╔══

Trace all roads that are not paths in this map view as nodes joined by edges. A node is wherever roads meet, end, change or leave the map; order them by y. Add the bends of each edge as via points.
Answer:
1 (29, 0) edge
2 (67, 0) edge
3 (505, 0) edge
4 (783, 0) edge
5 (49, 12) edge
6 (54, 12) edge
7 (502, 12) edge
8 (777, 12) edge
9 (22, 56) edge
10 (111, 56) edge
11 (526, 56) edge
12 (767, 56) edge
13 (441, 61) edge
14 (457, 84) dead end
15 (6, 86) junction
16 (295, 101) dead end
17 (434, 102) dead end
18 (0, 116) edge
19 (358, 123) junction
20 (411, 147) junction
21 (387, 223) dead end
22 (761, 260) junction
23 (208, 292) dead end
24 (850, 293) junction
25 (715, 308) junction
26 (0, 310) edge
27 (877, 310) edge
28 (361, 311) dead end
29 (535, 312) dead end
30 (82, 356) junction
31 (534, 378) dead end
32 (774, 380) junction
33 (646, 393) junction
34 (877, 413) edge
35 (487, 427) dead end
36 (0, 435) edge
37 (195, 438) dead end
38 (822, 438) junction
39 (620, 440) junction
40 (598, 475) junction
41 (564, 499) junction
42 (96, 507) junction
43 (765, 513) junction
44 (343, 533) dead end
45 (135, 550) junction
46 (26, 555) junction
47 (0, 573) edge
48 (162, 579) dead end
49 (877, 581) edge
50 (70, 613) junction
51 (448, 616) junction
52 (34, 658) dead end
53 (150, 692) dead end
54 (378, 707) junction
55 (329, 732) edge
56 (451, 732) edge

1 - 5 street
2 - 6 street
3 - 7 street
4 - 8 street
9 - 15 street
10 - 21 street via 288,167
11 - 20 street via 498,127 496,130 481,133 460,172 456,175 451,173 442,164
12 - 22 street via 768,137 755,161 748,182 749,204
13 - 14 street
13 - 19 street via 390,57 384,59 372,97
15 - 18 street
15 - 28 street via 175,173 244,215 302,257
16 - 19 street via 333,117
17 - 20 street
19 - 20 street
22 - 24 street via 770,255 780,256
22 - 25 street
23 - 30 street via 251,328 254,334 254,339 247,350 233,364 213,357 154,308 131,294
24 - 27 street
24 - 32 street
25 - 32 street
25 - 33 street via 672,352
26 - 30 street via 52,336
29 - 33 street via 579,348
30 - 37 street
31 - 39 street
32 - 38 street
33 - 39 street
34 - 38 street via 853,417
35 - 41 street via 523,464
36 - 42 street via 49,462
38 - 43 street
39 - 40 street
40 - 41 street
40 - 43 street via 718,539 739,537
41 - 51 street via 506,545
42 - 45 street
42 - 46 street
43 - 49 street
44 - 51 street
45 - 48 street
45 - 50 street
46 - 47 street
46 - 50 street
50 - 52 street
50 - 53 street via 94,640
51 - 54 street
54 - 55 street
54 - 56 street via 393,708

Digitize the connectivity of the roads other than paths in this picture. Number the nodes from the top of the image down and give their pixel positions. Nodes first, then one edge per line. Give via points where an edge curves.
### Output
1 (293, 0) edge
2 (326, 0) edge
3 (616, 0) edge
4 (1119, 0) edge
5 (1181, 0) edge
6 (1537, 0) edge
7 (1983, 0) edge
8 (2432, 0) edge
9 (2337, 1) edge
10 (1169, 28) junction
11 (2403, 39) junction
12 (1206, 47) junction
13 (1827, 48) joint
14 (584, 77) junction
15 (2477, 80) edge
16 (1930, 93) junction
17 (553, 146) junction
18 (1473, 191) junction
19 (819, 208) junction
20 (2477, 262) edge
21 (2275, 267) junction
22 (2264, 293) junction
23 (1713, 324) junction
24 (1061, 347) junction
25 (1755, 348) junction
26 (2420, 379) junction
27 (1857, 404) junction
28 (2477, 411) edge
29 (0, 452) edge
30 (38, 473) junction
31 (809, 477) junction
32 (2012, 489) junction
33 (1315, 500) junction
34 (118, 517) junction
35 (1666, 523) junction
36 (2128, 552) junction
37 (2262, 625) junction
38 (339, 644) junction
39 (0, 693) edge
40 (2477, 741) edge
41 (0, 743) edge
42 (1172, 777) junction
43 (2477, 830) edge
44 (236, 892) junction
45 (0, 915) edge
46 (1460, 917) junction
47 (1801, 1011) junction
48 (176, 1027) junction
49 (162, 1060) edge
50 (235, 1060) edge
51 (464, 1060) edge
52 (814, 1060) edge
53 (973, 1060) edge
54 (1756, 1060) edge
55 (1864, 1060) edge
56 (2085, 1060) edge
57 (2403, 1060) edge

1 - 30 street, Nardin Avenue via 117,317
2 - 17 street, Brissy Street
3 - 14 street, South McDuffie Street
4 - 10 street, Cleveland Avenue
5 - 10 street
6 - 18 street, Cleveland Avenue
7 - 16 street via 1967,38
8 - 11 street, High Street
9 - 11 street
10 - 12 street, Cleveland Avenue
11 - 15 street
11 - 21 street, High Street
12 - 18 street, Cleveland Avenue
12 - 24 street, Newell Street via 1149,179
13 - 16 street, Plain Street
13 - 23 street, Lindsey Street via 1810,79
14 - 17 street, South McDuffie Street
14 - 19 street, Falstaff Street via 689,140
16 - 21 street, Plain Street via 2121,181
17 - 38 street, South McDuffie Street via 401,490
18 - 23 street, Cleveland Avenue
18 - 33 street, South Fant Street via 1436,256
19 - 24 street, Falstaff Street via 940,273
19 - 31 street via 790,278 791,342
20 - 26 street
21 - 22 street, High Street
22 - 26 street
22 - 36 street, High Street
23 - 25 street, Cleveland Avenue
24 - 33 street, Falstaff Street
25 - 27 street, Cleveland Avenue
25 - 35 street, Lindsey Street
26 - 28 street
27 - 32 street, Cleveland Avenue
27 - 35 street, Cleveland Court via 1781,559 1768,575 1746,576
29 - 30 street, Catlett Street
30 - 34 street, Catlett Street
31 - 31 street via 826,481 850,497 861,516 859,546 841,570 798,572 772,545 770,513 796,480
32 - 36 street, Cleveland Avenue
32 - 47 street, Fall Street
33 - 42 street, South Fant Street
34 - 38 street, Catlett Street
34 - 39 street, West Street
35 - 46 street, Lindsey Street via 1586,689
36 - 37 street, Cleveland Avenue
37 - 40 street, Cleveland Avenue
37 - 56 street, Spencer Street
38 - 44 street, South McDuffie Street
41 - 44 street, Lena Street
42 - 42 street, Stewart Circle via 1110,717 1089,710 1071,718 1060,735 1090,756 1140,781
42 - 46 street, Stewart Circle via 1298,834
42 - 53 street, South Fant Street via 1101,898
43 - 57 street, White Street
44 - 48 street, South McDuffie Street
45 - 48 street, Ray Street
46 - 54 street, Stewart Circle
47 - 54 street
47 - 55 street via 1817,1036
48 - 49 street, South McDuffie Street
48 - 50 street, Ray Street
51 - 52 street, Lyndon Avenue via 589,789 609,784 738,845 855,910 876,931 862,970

╚══

TO DO: For every record above, print an exact copy.

ANSWER BELOW:
Trace all roads that are not paths in this map view as nodes joined by edges. A node is wherever roads meet, end, change or leave the map; order them by y. Add the bends of each edge as via points.
Answer:
1 (29, 0) edge
2 (67, 0) edge
3 (505, 0) edge
4 (783, 0) edge
5 (49, 12) edge
6 (54, 12) edge
7 (502, 12) edge
8 (777, 12) edge
9 (22, 56) edge
10 (111, 56) edge
11 (526, 56) edge
12 (767, 56) edge
13 (441, 61) edge
14 (457, 84) dead end
15 (6, 86) junction
16 (295, 101) dead end
17 (434, 102) dead end
18 (0, 116) edge
19 (358, 123) junction
20 (411, 147) junction
21 (387, 223) dead end
22 (761, 260) junction
23 (208, 292) dead end
24 (850, 293) junction
25 (715, 308) junction
26 (0, 310) edge
27 (877, 310) edge
28 (361, 311) dead end
29 (535, 312) dead end
30 (82, 356) junction
31 (534, 378) dead end
32 (774, 380) junction
33 (646, 393) junction
34 (877, 413) edge
35 (487, 427) dead end
36 (0, 435) edge
37 (195, 438) dead end
38 (822, 438) junction
39 (620, 440) junction
40 (598, 475) junction
41 (564, 499) junction
42 (96, 507) junction
43 (765, 513) junction
44 (343, 533) dead end
45 (135, 550) junction
46 (26, 555) junction
47 (0, 573) edge
48 (162, 579) dead end
49 (877, 581) edge
50 (70, 613) junction
51 (448, 616) junction
52 (34, 658) dead end
53 (150, 692) dead end
54 (378, 707) junction
55 (329, 732) edge
56 (451, 732) edge

1 - 5 street
2 - 6 street
3 - 7 street
4 - 8 street
9 - 15 street
10 - 21 street via 288,167
11 - 20 street via 498,127 496,130 481,133 460,172 456,175 451,173 442,164
12 - 22 street via 768,137 755,161 748,182 749,204
13 - 14 street
13 - 19 street via 390,57 384,59 372,97
15 - 18 street
15 - 28 street via 175,173 244,215 302,257
16 - 19 street via 333,117
17 - 20 street
19 - 20 street
22 - 24 street via 770,255 780,256
22 - 25 street
23 - 30 street via 251,328 254,334 254,339 247,350 233,364 213,357 154,308 131,294
24 - 27 street
24 - 32 street
25 - 32 street
25 - 33 street via 672,352
26 - 30 street via 52,336
29 - 33 street via 579,348
30 - 37 street
31 - 39 street
32 - 38 street
33 - 39 street
34 - 38 street via 853,417
35 - 41 street via 523,464
36 - 42 street via 49,462
38 - 43 street
39 - 40 street
40 - 41 street
40 - 43 street via 718,539 739,537
41 - 51 street via 506,545
42 - 45 street
42 - 46 street
43 - 49 street
44 - 51 street
45 - 48 street
45 - 50 street
46 - 47 street
46 - 50 street
50 - 52 street
50 - 53 street via 94,640
51 - 54 street
54 - 55 street
54 - 56 street via 393,708

Digitize the connectivity of the roads other than paths in this picture. Number the nodes from the top of the image down and give their pixel positions. Nodes first, then one edge per line. Give via points where an edge curves.
### Output
1 (293, 0) edge
2 (326, 0) edge
3 (616, 0) edge
4 (1119, 0) edge
5 (1181, 0) edge
6 (1537, 0) edge
7 (1983, 0) edge
8 (2432, 0) edge
9 (2337, 1) edge
10 (1169, 28) junction
11 (2403, 39) junction
12 (1206, 47) junction
13 (1827, 48) joint
14 (584, 77) junction
15 (2477, 80) edge
16 (1930, 93) junction
17 (553, 146) junction
18 (1473, 191) junction
19 (819, 208) junction
20 (2477, 262) edge
21 (2275, 267) junction
22 (2264, 293) junction
23 (1713, 324) junction
24 (1061, 347) junction
25 (1755, 348) junction
26 (2420, 379) junction
27 (1857, 404) junction
28 (2477, 411) edge
29 (0, 452) edge
30 (38, 473) junction
31 (809, 477) junction
32 (2012, 489) junction
33 (1315, 500) junction
34 (118, 517) junction
35 (1666, 523) junction
36 (2128, 552) junction
37 (2262, 625) junction
38 (339, 644) junction
39 (0, 693) edge
40 (2477, 741) edge
41 (0, 743) edge
42 (1172, 777) junction
43 (2477, 830) edge
44 (236, 892) junction
45 (0, 915) edge
46 (1460, 917) junction
47 (1801, 1011) junction
48 (176, 1027) junction
49 (162, 1060) edge
50 (235, 1060) edge
51 (464, 1060) edge
52 (814, 1060) edge
53 (973, 1060) edge
54 (1756, 1060) edge
55 (1864, 1060) edge
56 (2085, 1060) edge
57 (2403, 1060) edge

1 - 30 street, Nardin Avenue via 117,317
2 - 17 street, Brissy Street
3 - 14 street, South McDuffie Street
4 - 10 street, Cleveland Avenue
5 - 10 street
6 - 18 street, Cleveland Avenue
7 - 16 street via 1967,38
8 - 11 street, High Street
9 - 11 street
10 - 12 street, Cleveland Avenue
11 - 15 street
11 - 21 street, High Street
12 - 18 street, Cleveland Avenue
12 - 24 street, Newell Street via 1149,179
13 - 16 street, Plain Street
13 - 23 street, Lindsey Street via 1810,79
14 - 17 street, South McDuffie Street
14 - 19 street, Falstaff Street via 689,140
16 - 21 street, Plain Street via 2121,181
17 - 38 street, South McDuffie Street via 401,490
18 - 23 street, Cleveland Avenue
18 - 33 street, South Fant Street via 1436,256
19 - 24 street, Falstaff Street via 940,273
19 - 31 street via 790,278 791,342
20 - 26 street
21 - 22 street, High Street
22 - 26 street
22 - 36 street, High Street
23 - 25 street, Cleveland Avenue
24 - 33 street, Falstaff Street
25 - 27 street, Cleveland Avenue
25 - 35 street, Lindsey Street
26 - 28 street
27 - 32 street, Cleveland Avenue
27 - 35 street, Cleveland Court via 1781,559 1768,575 1746,576
29 - 30 street, Catlett Street
30 - 34 street, Catlett Street
31 - 31 street via 826,481 850,497 861,516 859,546 841,570 798,572 772,545 770,513 796,480
32 - 36 street, Cleveland Avenue
32 - 47 street, Fall Street
33 - 42 street, South Fant Street
34 - 38 street, Catlett Street
34 - 39 street, West Street
35 - 46 street, Lindsey Street via 1586,689
36 - 37 street, Cleveland Avenue
37 - 40 street, Cleveland Avenue
37 - 56 street, Spencer Street
38 - 44 street, South McDuffie Street
41 - 44 street, Lena Street
42 - 42 street, Stewart Circle via 1110,717 1089,710 1071,718 1060,735 1090,756 1140,781
42 - 46 street, Stewart Circle via 1298,834
42 - 53 street, South Fant Street via 1101,898
43 - 57 street, White Street
44 - 48 street, South McDuffie Street
45 - 48 street, Ray Street
46 - 54 street, Stewart Circle
47 - 54 street
47 - 55 street via 1817,1036
48 - 49 street, South McDuffie Street
48 - 50 street, Ray Street
51 - 52 street, Lyndon Avenue via 589,789 609,784 738,845 855,910 876,931 862,970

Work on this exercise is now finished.